Let us know what you guys think of the show and our special guest. As always, thanks for listening!

PF show 7 | Hobbies Podcasts | PodOmatic


----------



## Auntie

Enjoying the little things in life.

I would love to see some of your paintings! LMAO at Denton in California. Things Denton does for fun, go to the range, eat sandwiches, and 

I am not listening :tango_face_wink: Precious moments...... Oh my gosh.

Lots to think about and a few laughs too!


----------



## Targetshooter

the show is great , slippy your cool in my book , Denton : I would love to be able to sit down and chat with you , sasquatch : you come up with very good shows , we should chat sometime to . I do save the shows on my fav. list so I can go back and watch them over for the info .


----------



## Denton

@Targetshooter - Funny you say "sit down and chat." I'm thinking we need to plan a PF get together.


----------



## Slippy

I can neither confirm nor deny that was the real Slippy.:vs_smirk:


----------



## admin

Listening now. 

Wait WUT? The hairy one is 40? He is still a dang baby! :vs_laugh:


----------



## bigwheel

I cant seem to make it worky.


----------



## A Watchman

bigwheel said:


> I cant seem to make it worky.


See ya Doc, perhaps he can help ya.


----------



## preponadime

Cricket said:


> Listening now.
> 
> Wait WUT? The hairy one is 40? He is still a dang baby! :vs_laugh:


That's pretty old for and ape


----------



## admin

So much fun having a guest on the show! 

Slippy sounds exactly as I expected him to.


----------



## bigwheel

When I hit the link they seemed to make me want to join some sort of club. Demanded a password. Guess credit card numbers will come next. I am going back to try it one more time. It would not be good for it not to work right this time. Ok..it seems to worky right now. Thanks.


----------



## bigwheel

Think yall are right on the money with Slippy. He aint impulsive..he is compulsive. He is the trigger for impulsive types.


----------



## bigwheel

Very true on the Chicoms. Bill Clinton advanced their technology by 50 years in exchange for campaign contributions.


----------



## Sasquatch

Cricket said:


> Listening now.
> 
> Wait WUT? The hairy one is 40? He is still a dang baby! :vs_laugh:


I think the word you were looking for was "Babe".


----------



## bigwheel

Forty? I have grand kids older than that. How do folks get so smart in such a short time?


----------



## admin

Sasquatch said:


> I think the word you were looking for was "Babe".

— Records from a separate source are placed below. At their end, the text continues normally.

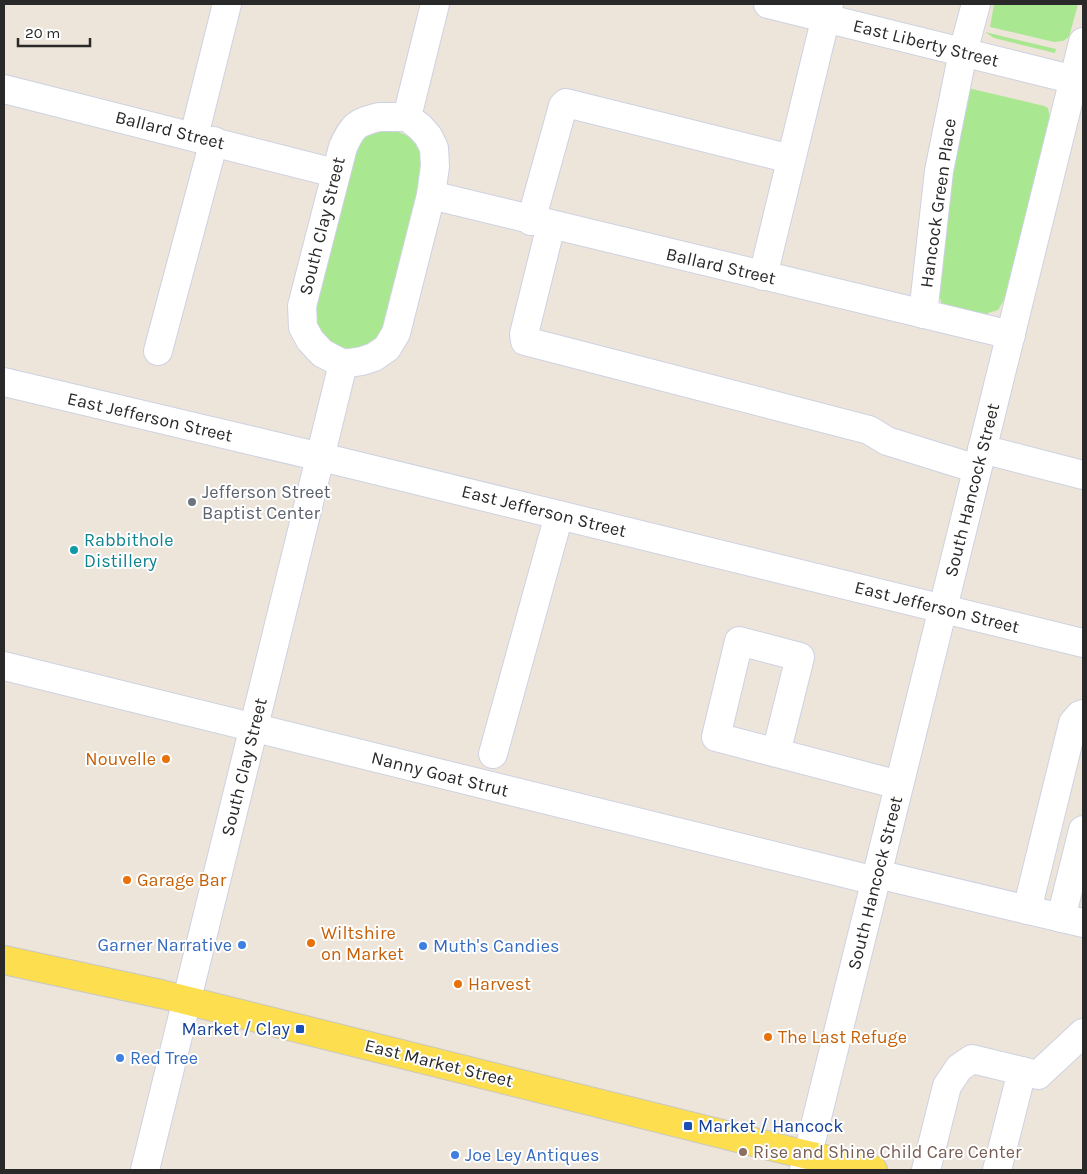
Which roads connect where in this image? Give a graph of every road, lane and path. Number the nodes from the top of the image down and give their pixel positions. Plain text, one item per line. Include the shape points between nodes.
1 (227, 4) edge
2 (435, 4) edge
3 (768, 4) edge
4 (976, 4) edge
5 (827, 11) edge
6 (1083, 42) edge
7 (963, 52) junction
8 (1079, 80) edge
9 (4, 89) edge
10 (407, 117) junction
11 (204, 139) junction
12 (791, 159) junction
13 (335, 173) junction
14 (431, 195) junction
15 (541, 223) junction
16 (763, 276) junction
17 (923, 314) junction
18 (1011, 335) junction
19 (158, 351) dead end
20 (343, 364) junction
21 (4, 382) edge
22 (320, 457) junction
23 (980, 459) junction
24 (1083, 475) edge
25 (559, 515) junction
26 (943, 609) junction
27 (1083, 643) edge
28 (4, 666) edge
29 (1083, 714) edge
30 (254, 728) junction
31 (776, 753) junction
32 (493, 754) dead end
33 (899, 785) junction
34 (1083, 830) edge
35 (876, 878) junction
36 (1027, 910) junction
37 (1072, 921) edge
38 (4, 960) edge
39 (187, 1001) junction
40 (1083, 1033) edge
41 (1022, 1071) junction
42 (806, 1163) edge
43 (145, 1170) edge
44 (873, 1170) edge
45 (926, 1170) edge
46 (997, 1170) edge

1 - 11 street
2 - 10 street
3 - 5 street, East Liberty Street
4 - 7 street, Hancock Green Place
5 - 7 street, East Liberty Street
5 - 12 street
6 - 8 street, South Hancock Street
7 - 8 street, East Liberty Street
7 - 17 street, Hancock Green Place via 939,171
8 - 18 street, South Hancock Street
9 - 11 street, Ballard Street
10 - 13 street, South Clay Street via 379,117 360,122 342,147
10 - 14 street via 420,126 434,148
11 - 13 street, Ballard Street
11 - 19 street
12 - 15 street via 566,104 563,106
12 - 16 street
13 - 20 street, South Clay Street via 302,306 302,328 322,353
14 - 15 street, Ballard Street
14 - 20 street via 396,333 387,348 374,357
15 - 16 street, Ballard Street
15 - 23 street via 525,341 870,430 887,440
16 - 17 street, Ballard Street
17 - 18 street, Ballard Street
18 - 23 street, South Hancock Street
20 - 22 street, South Clay Street
21 - 22 street, East Jefferson Street
22 - 25 street, East Jefferson Street
22 - 30 street, South Clay Street
23 - 24 street
23 - 26 street, South Hancock Street
25 - 26 street, East Jefferson Street
25 - 32 street
26 - 27 street, East Jefferson Street
26 - 33 street, South Hancock Street
28 - 30 street, Nanny Goat Strut
29 - 36 street via 1073,723
30 - 35 street, Nanny Goat Strut
30 - 39 street, South Clay Street
31 - 31 street via 716,737 739,641 800,657
31 - 33 street
33 - 35 street, South Hancock Street
34 - 37 street
35 - 36 street, Nanny Goat Strut
35 - 42 street, South Hancock Street
36 - 37 street, Nanny Goat Strut
38 - 39 main road, East Market Street
39 - 42 main road, East Market Street
39 - 43 street, South Clay Street
40 - 41 street via 1038,1075
41 - 45 street via 972,1059 958,1068 947,1086
41 - 46 street
42 - 44 main road, East Market Street

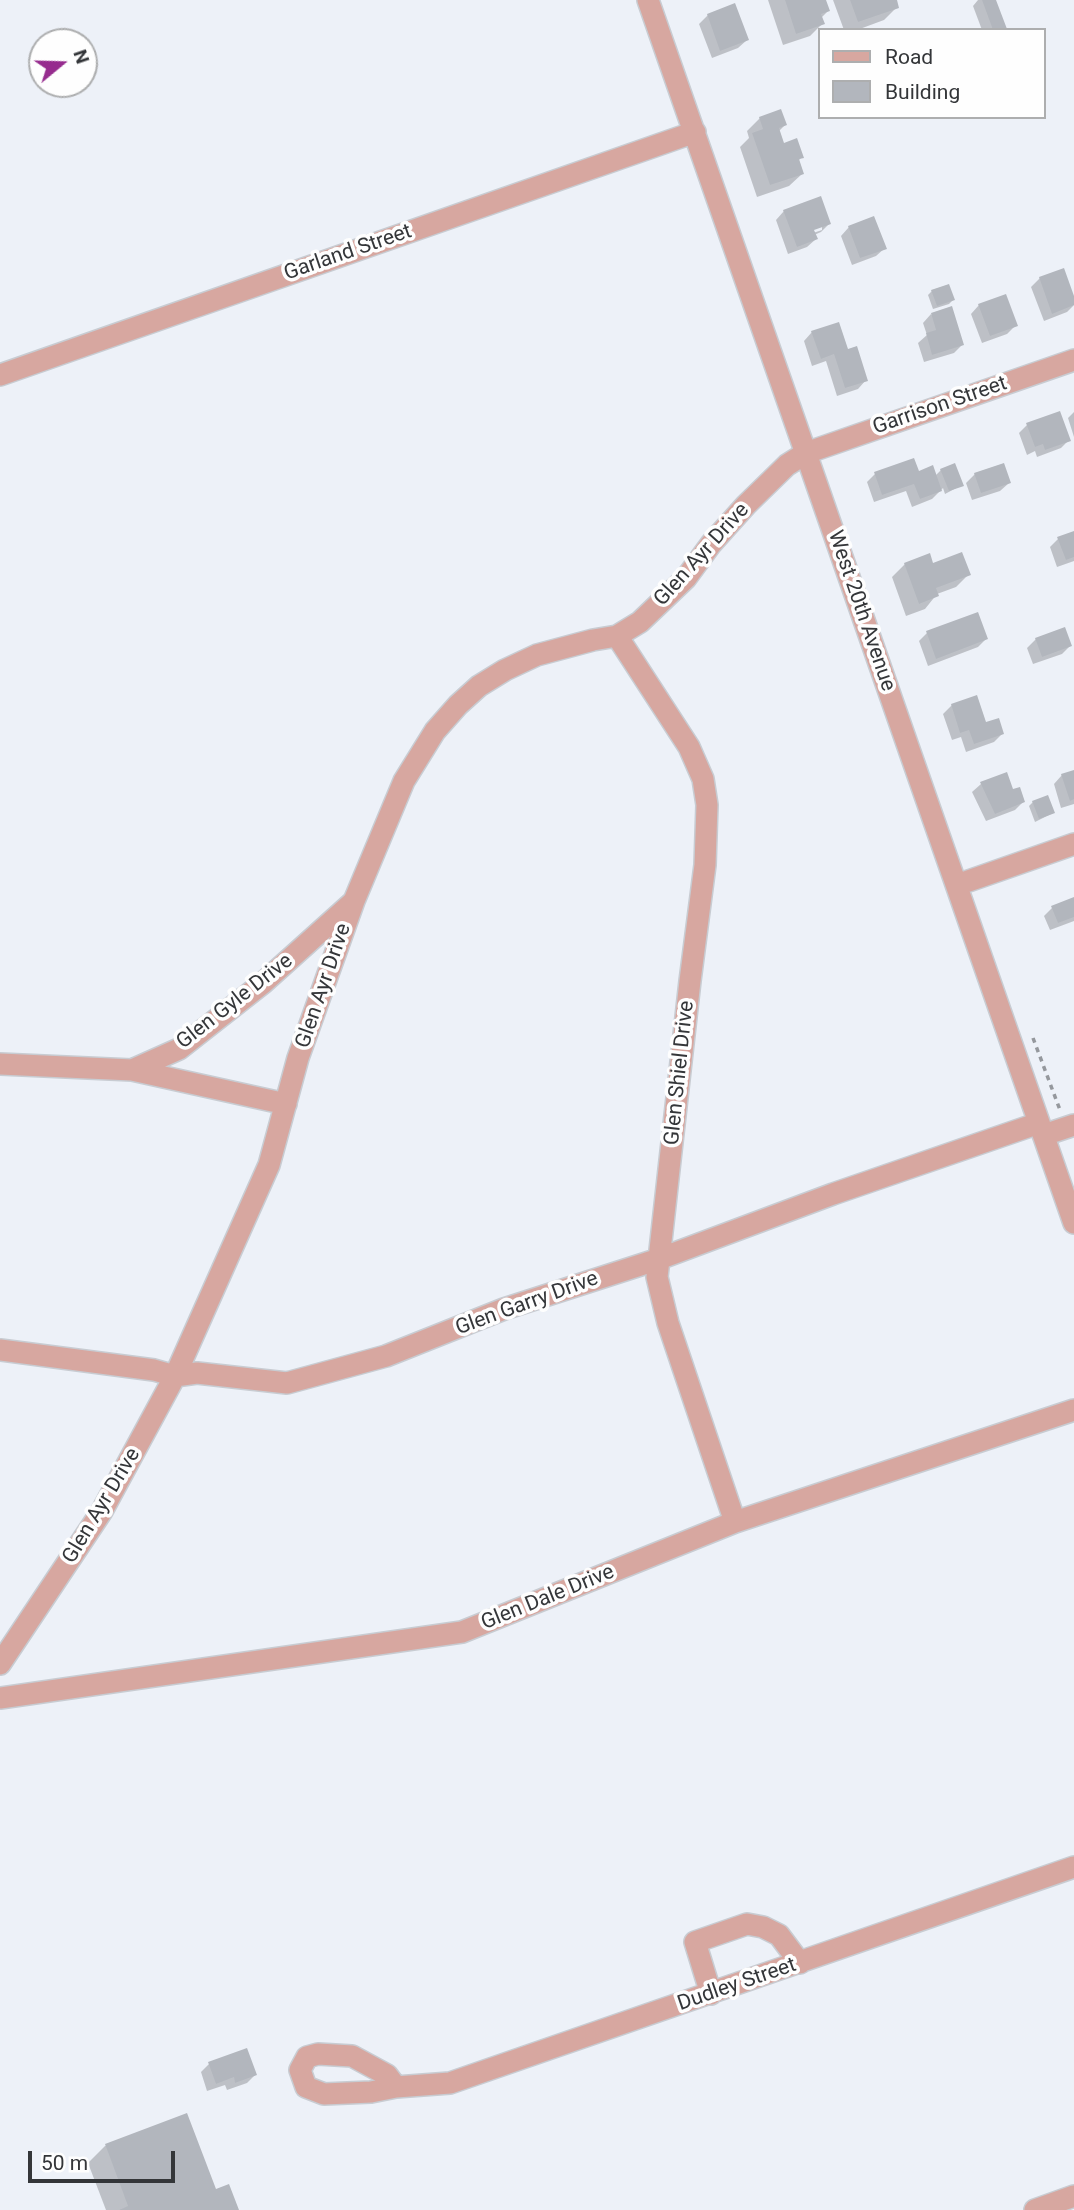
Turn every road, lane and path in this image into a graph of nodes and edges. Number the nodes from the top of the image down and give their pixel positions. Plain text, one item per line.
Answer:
1 (648, 0) edge
2 (695, 132) junction
3 (1074, 360) edge
4 (0, 374) edge
5 (806, 453) junction
6 (617, 636) junction
7 (1074, 844) edge
8 (957, 885) junction
9 (354, 901) junction
10 (0, 1064) edge
11 (132, 1070) junction
12 (286, 1104) junction
13 (1074, 1125) edge
14 (1042, 1129) junction
15 (1070, 1196) edge
16 (1074, 1223) edge
17 (659, 1259) junction
18 (0, 1350) edge
19 (175, 1376) junction
20 (1074, 1410) edge
21 (735, 1522) junction
22 (0, 1664) edge
23 (0, 1698) edge
24 (1074, 1867) edge
25 (800, 1963) junction
26 (711, 1994) junction
27 (396, 2087) dead end
28 (1074, 2196) edge
29 (1035, 2210) edge

1 - 2 street, West 20th Avenue
2 - 4 street, Garland Street
2 - 5 street, West 20th Avenue
3 - 5 street, Garrison Street
5 - 6 street, Glen Ayr Drive
5 - 8 street, West 20th Avenue
6 - 9 street, Glen Ayr Drive
6 - 17 street, Glen Shiel Drive
7 - 8 street
8 - 14 street, West 20th Avenue
9 - 11 street, Glen Gyle Drive
9 - 12 street, Glen Ayr Drive
10 - 11 street
11 - 12 street, Glen Gyle Drive
12 - 19 street, Glen Ayr Drive
13 - 14 street, Glen Garry Drive
14 - 15 street, West 20th Avenue
14 - 17 street, Glen Garry Drive
15 - 16 street, West 20th Avenue
17 - 19 street, Glen Garry Drive
17 - 21 street, Glen Shiel Drive
18 - 19 street, Glen Garry Drive
19 - 22 street, Glen Ayr Drive
20 - 21 street, Glen Dale Drive
21 - 23 street, Glen Dale Drive
24 - 25 street, Dudley Street
25 - 26 street, Dudley Street
25 - 26 street
26 - 27 street, Dudley Street
28 - 29 street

Oh! THAT was the word I was looking for! :vs_laugh:


----------



## dmet

Another great one! 3 thumbs up, one for each of you. Slippy sounds younger than I imagined him (wise beyond his years???). Great job to all 3 of you.


----------



## inceptor

Sasquatch said:


> I think the word you were looking for was "Babe".


Naw, I think she was right the 1st time.


----------



## Sasquatch

bigwheel said:


> Forty? I have grand kids older than that. How do folks get so smart in such a short time?


I cheated.

Sent from Tapatalk (aka Uranus, not to be confused with the Anus' at Survivalist Board)


----------



## inceptor

Oh yeah, Sasquatch in a birkini. Not a picture I need. :vs_shocked:


----------



## SGG

inceptor said:


> Oh yeah, Sasquatch in a birkini. Not a picture I need. :vs_shocked:


Here this will cleanse your eyes


----------



## bigwheel

The poor **** seems to now be stump broke.


----------



## SGG

bigwheel said:


> The poor **** seems to now be stump broke.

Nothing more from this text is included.